Asgari ücretin Türkiye’de çalışanların yaklaşık yüzde 37’sini ilgilendirdiğini söyleyen Çalışma ve Sosyal Güvenlik Bakanı Vedat Bilgin de “Asgari ücret Türkiye’de çalışanların yaklaşık yüzde 37’sini ilgilendiren bir ücret. Fakat bununla sınırlı kalmıyor. Bütün ücret yapılarını düzenliyor. Asgari ücret üzerindekiler kademe kademe asgari ücretten sonra yeniden ücretlerin ayarlandığı bir sürece giriyorlar. Bu demektir ki sizin açıkladığınız bu rakam bütün çalışanları sadece asgari ücretli çalışanları değil, onun üzerinde çalışanların da, emekçilerin de refahtan pay alacakları yeni bir ücret skalasına ulaştıracaktır.
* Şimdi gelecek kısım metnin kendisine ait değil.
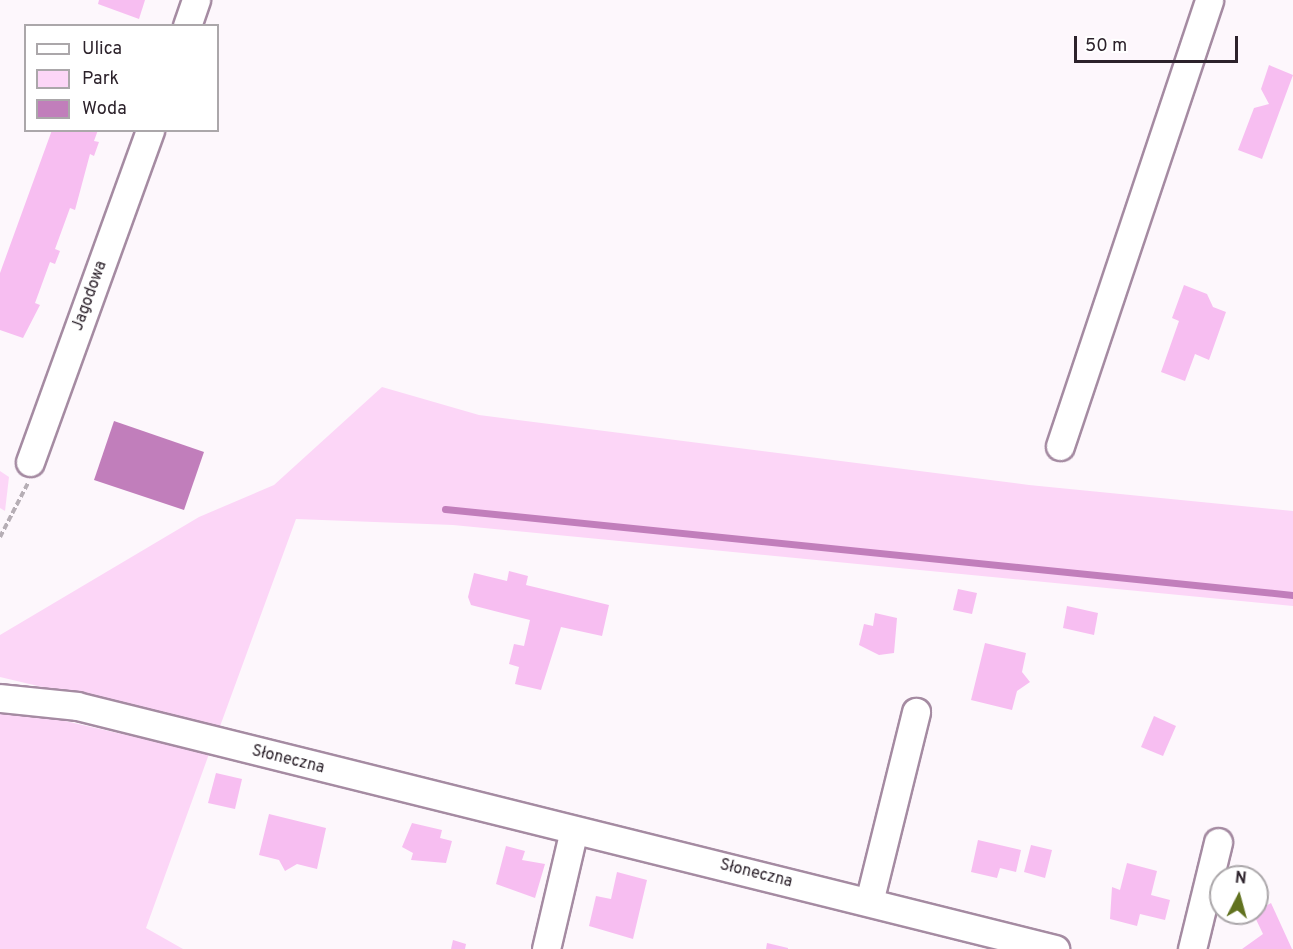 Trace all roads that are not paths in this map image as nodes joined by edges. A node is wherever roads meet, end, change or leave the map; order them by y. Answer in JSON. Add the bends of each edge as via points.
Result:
{"nodes":[{"id":1,"x":196,"y":0,"type":"edge"},
{"id":2,"x":1209,"y":0,"type":"edge"},
{"id":3,"x":188,"y":24,"type":"edge"},
{"id":4,"x":149,"y":132,"type":"edge"},
{"id":5,"x":1060,"y":446,"type":"dead end"},
{"id":6,"x":30,"y":462,"type":"road end"},
{"id":7,"x":0,"y":698,"type":"edge"},
{"id":8,"x":916,"y":712,"type":"dead end"},
{"id":9,"x":574,"y":830,"type":"junction"},
{"id":10,"x":1218,"y":842,"type":"dead end"},
{"id":11,"x":869,"y":902,"type":"junction"},
{"id":12,"x":546,"y":949,"type":"edge"},
{"id":13,"x":1055,"y":949,"type":"edge"},
{"id":14,"x":1192,"y":949,"type":"edge"}],
"edges":[{"from":1,"to":3,"type":"street"},
{"from":2,"to":5,"type":"street"},
{"from":4,"to":6,"type":"street","name":"Jagodowa"},
{"from":7,"to":9,"type":"street","name":"Słoneczna","via":[[77,706]]},
{"from":8,"to":11,"type":"street"},
{"from":9,"to":11,"type":"street","name":"Słoneczna"},
{"from":9,"to":12,"type":"street"},
{"from":10,"to":14,"type":"street"},
{"from":11,"to":13,"type":"street","name":"Słoneczna"}]}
Bu Türkiye’nin büyümesine, büyürken emekçilerini düşünen bir sosyal devlet anlayışına yakışan bir tutumdur. Bu yaklaşım Türkiye’nin ekonomik kalkınmasını, toplumun bütünleşerek, emekçileriyle, işverenleriyle üretim sürecine daha verimli bir şekilde katılmalarını sağlayacaktır. Sürece katılan işverenler ve işçi temsileri bugün burada olmasalar da bu rakamın müzakereler sürecinde oluşmasına katkı sağlamışlardır. Bunun için TÜRK-İŞ temsilcilerine de TİSK temsilcilerine de buradan teşekkür ediyorum” dedi.